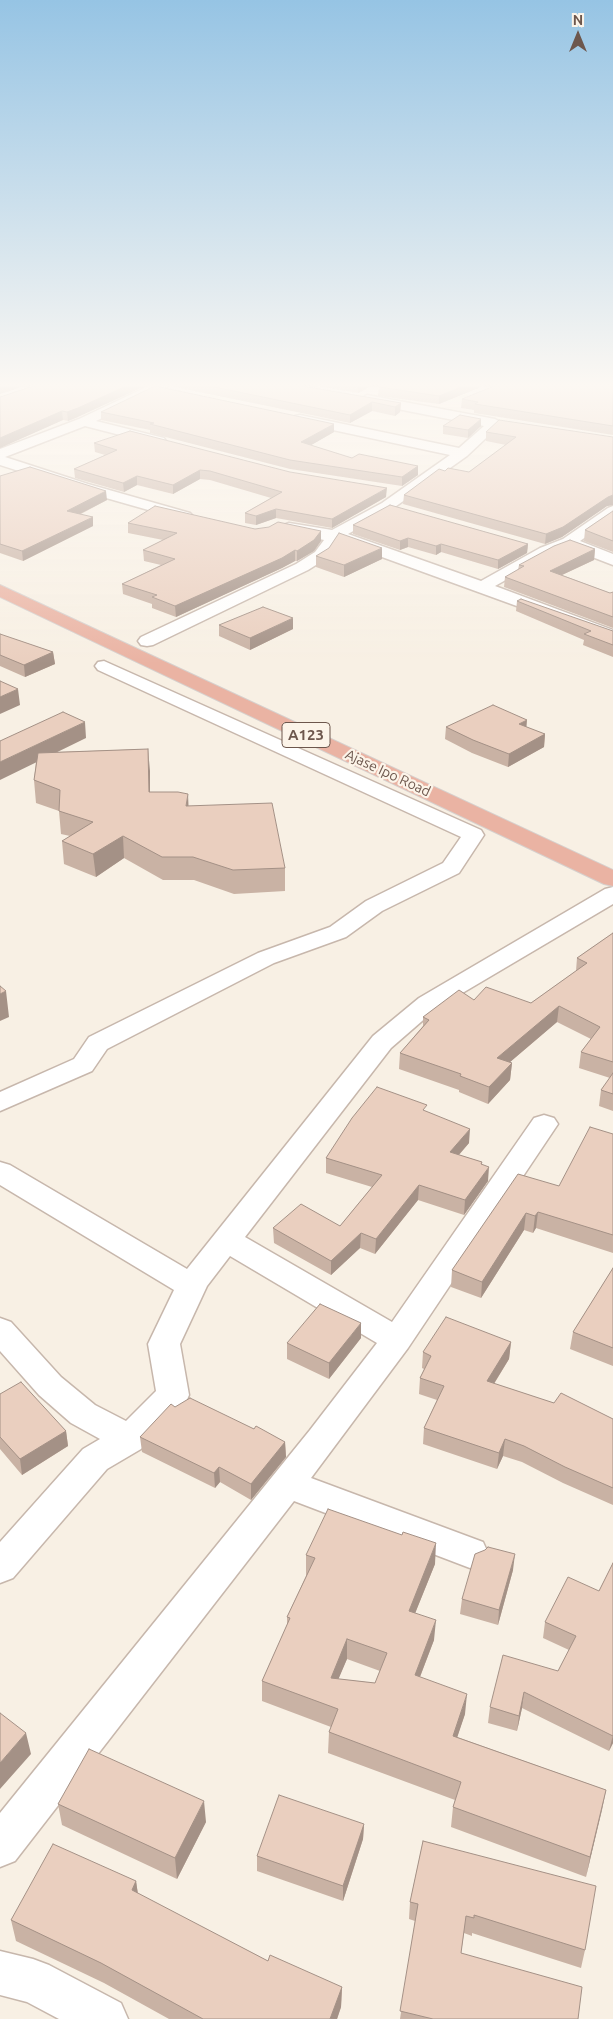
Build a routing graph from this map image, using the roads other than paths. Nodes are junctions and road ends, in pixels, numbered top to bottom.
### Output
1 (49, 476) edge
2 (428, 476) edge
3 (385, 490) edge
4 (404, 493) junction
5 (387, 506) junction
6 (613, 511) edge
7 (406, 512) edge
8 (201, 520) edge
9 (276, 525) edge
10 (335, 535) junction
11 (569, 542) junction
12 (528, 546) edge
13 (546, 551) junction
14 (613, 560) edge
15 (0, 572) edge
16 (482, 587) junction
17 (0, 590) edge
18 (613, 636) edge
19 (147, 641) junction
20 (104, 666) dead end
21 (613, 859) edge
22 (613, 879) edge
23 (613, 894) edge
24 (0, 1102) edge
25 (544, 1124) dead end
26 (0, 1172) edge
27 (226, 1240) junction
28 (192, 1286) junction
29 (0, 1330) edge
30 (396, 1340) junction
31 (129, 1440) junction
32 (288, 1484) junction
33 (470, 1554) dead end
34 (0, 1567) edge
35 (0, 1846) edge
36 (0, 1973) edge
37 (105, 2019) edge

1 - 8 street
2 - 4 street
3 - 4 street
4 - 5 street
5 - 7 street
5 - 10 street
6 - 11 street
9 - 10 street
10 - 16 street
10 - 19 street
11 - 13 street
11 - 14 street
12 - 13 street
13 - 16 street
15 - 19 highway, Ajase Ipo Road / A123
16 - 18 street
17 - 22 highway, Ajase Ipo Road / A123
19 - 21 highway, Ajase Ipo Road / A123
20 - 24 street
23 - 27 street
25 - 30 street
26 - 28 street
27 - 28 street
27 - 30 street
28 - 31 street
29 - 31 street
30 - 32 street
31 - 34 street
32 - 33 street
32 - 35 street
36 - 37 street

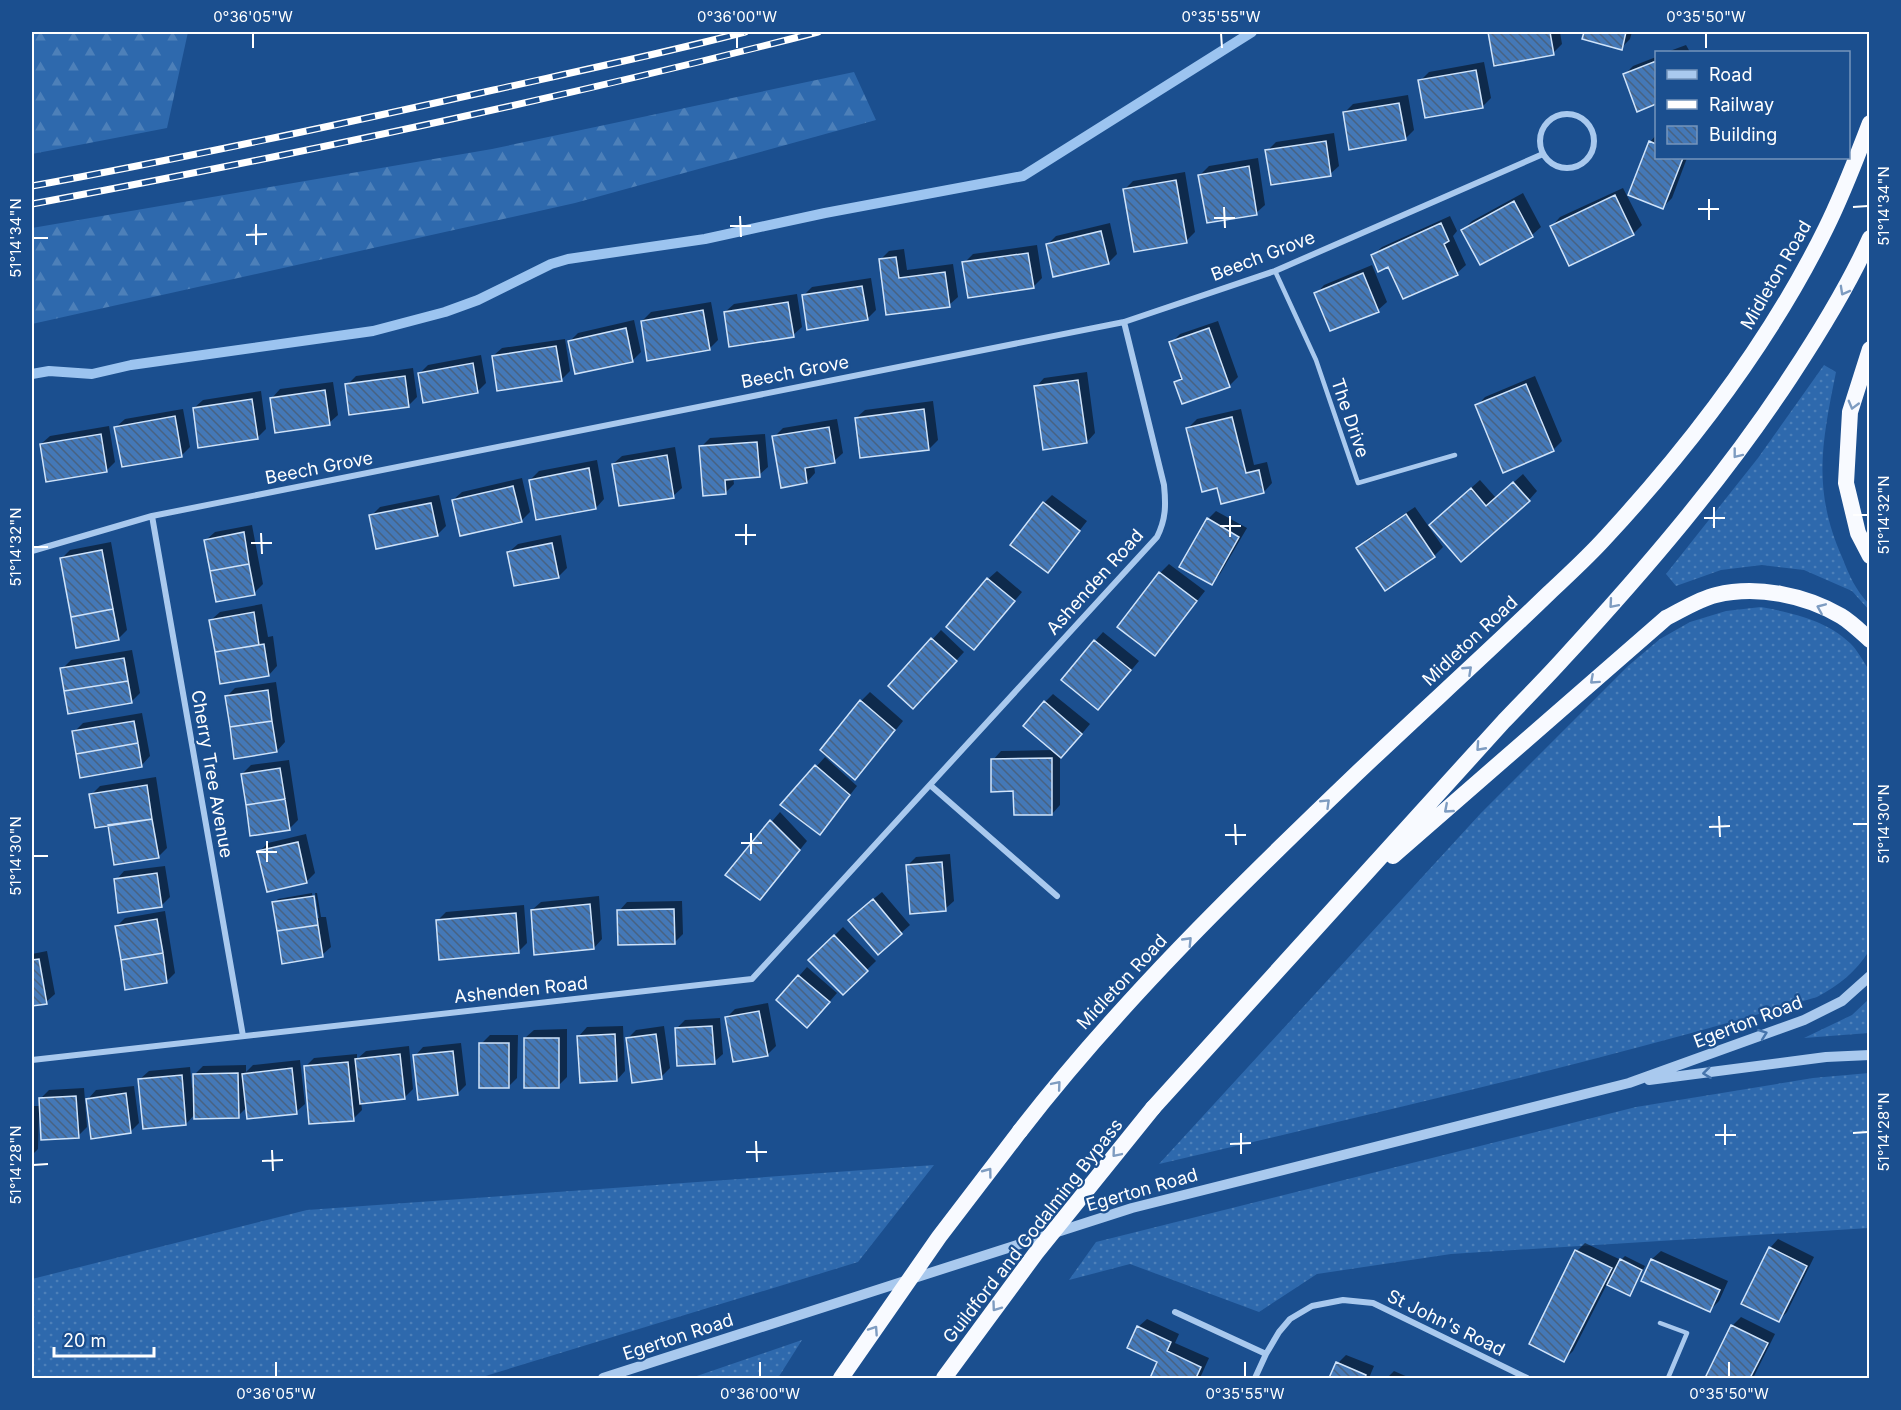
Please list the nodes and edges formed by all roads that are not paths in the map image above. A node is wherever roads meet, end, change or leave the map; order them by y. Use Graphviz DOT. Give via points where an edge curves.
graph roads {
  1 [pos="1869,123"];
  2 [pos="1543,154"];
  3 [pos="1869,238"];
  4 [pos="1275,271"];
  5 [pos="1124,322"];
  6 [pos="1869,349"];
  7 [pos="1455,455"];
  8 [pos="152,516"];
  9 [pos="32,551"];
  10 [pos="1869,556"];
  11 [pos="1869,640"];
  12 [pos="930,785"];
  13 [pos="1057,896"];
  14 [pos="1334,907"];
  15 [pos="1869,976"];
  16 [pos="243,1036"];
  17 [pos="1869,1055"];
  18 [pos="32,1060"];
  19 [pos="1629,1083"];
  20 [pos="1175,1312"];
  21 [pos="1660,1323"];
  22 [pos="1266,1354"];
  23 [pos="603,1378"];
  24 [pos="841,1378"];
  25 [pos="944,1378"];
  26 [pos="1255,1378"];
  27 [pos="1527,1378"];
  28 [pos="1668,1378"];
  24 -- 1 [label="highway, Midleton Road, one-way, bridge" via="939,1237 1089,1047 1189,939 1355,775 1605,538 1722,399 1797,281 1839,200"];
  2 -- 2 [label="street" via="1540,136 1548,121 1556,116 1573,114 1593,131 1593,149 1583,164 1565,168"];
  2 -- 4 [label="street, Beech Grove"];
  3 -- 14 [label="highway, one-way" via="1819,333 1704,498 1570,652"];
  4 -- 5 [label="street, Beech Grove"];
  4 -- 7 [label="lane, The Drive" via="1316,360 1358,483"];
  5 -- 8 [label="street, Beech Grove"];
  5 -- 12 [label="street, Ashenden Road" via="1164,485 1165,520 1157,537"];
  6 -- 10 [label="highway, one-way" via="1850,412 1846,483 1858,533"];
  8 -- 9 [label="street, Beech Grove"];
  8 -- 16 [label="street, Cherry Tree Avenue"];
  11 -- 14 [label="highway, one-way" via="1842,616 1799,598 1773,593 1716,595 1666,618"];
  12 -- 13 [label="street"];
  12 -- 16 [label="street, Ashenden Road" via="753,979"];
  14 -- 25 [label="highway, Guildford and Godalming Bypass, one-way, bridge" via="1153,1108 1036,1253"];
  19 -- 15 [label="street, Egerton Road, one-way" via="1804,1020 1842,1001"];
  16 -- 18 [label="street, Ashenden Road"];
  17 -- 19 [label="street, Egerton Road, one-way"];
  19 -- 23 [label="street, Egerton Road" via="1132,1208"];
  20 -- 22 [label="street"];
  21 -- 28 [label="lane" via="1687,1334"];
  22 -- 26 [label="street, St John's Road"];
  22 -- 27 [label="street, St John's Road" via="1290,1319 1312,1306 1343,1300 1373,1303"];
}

◆ ◆ ◆

### Exercise requirements
Would you transcribe all of the entries above exactly, minus the images?

### Exercise result
Build a routing graph from this map image, using the roads other than paths. Nodes are junctions and road ends, in pixels, numbered top to bottom.
### Output
1 (49, 476) edge
2 (428, 476) edge
3 (385, 490) edge
4 (404, 493) junction
5 (387, 506) junction
6 (613, 511) edge
7 (406, 512) edge
8 (201, 520) edge
9 (276, 525) edge
10 (335, 535) junction
11 (569, 542) junction
12 (528, 546) edge
13 (546, 551) junction
14 (613, 560) edge
15 (0, 572) edge
16 (482, 587) junction
17 (0, 590) edge
18 (613, 636) edge
19 (147, 641) junction
20 (104, 666) dead end
21 (613, 859) edge
22 (613, 879) edge
23 (613, 894) edge
24 (0, 1102) edge
25 (544, 1124) dead end
26 (0, 1172) edge
27 (226, 1240) junction
28 (192, 1286) junction
29 (0, 1330) edge
30 (396, 1340) junction
31 (129, 1440) junction
32 (288, 1484) junction
33 (470, 1554) dead end
34 (0, 1567) edge
35 (0, 1846) edge
36 (0, 1973) edge
37 (105, 2019) edge

1 - 8 street
2 - 4 street
3 - 4 street
4 - 5 street
5 - 7 street
5 - 10 street
6 - 11 street
9 - 10 street
10 - 16 street
10 - 19 street
11 - 13 street
11 - 14 street
12 - 13 street
13 - 16 street
15 - 19 highway, Ajase Ipo Road / A123
16 - 18 street
17 - 22 highway, Ajase Ipo Road / A123
19 - 21 highway, Ajase Ipo Road / A123
20 - 24 street
23 - 27 street
25 - 30 street
26 - 28 street
27 - 28 street
27 - 30 street
28 - 31 street
29 - 31 street
30 - 32 street
31 - 34 street
32 - 33 street
32 - 35 street
36 - 37 street

Please list the nodes and edges formed by all roads that are not paths in the map image above. A node is wherever roads meet, end, change or leave the map; order them by y. Use Graphviz DOT. Give via points where an edge curves.
graph roads {
  1 [pos="1869,123"];
  2 [pos="1543,154"];
  3 [pos="1869,238"];
  4 [pos="1275,271"];
  5 [pos="1124,322"];
  6 [pos="1869,349"];
  7 [pos="1455,455"];
  8 [pos="152,516"];
  9 [pos="32,551"];
  10 [pos="1869,556"];
  11 [pos="1869,640"];
  12 [pos="930,785"];
  13 [pos="1057,896"];
  14 [pos="1334,907"];
  15 [pos="1869,976"];
  16 [pos="243,1036"];
  17 [pos="1869,1055"];
  18 [pos="32,1060"];
  19 [pos="1629,1083"];
  20 [pos="1175,1312"];
  21 [pos="1660,1323"];
  22 [pos="1266,1354"];
  23 [pos="603,1378"];
  24 [pos="841,1378"];
  25 [pos="944,1378"];
  26 [pos="1255,1378"];
  27 [pos="1527,1378"];
  28 [pos="1668,1378"];
  24 -- 1 [label="highway, Midleton Road, one-way, bridge" via="939,1237 1089,1047 1189,939 1355,775 1605,538 1722,399 1797,281 1839,200"];
  2 -- 2 [label="street" via="1540,136 1548,121 1556,116 1573,114 1593,131 1593,149 1583,164 1565,168"];
  2 -- 4 [label="street, Beech Grove"];
  3 -- 14 [label="highway, one-way" via="1819,333 1704,498 1570,652"];
  4 -- 5 [label="street, Beech Grove"];
  4 -- 7 [label="lane, The Drive" via="1316,360 1358,483"];
  5 -- 8 [label="street, Beech Grove"];
  5 -- 12 [label="street, Ashenden Road" via="1164,485 1165,520 1157,537"];
  6 -- 10 [label="highway, one-way" via="1850,412 1846,483 1858,533"];
  8 -- 9 [label="street, Beech Grove"];
  8 -- 16 [label="street, Cherry Tree Avenue"];
  11 -- 14 [label="highway, one-way" via="1842,616 1799,598 1773,593 1716,595 1666,618"];
  12 -- 13 [label="street"];
  12 -- 16 [label="street, Ashenden Road" via="753,979"];
  14 -- 25 [label="highway, Guildford and Godalming Bypass, one-way, bridge" via="1153,1108 1036,1253"];
  19 -- 15 [label="street, Egerton Road, one-way" via="1804,1020 1842,1001"];
  16 -- 18 [label="street, Ashenden Road"];
  17 -- 19 [label="street, Egerton Road, one-way"];
  19 -- 23 [label="street, Egerton Road" via="1132,1208"];
  20 -- 22 [label="street"];
  21 -- 28 [label="lane" via="1687,1334"];
  22 -- 26 [label="street, St John's Road"];
  22 -- 27 [label="street, St John's Road" via="1290,1319 1312,1306 1343,1300 1373,1303"];
}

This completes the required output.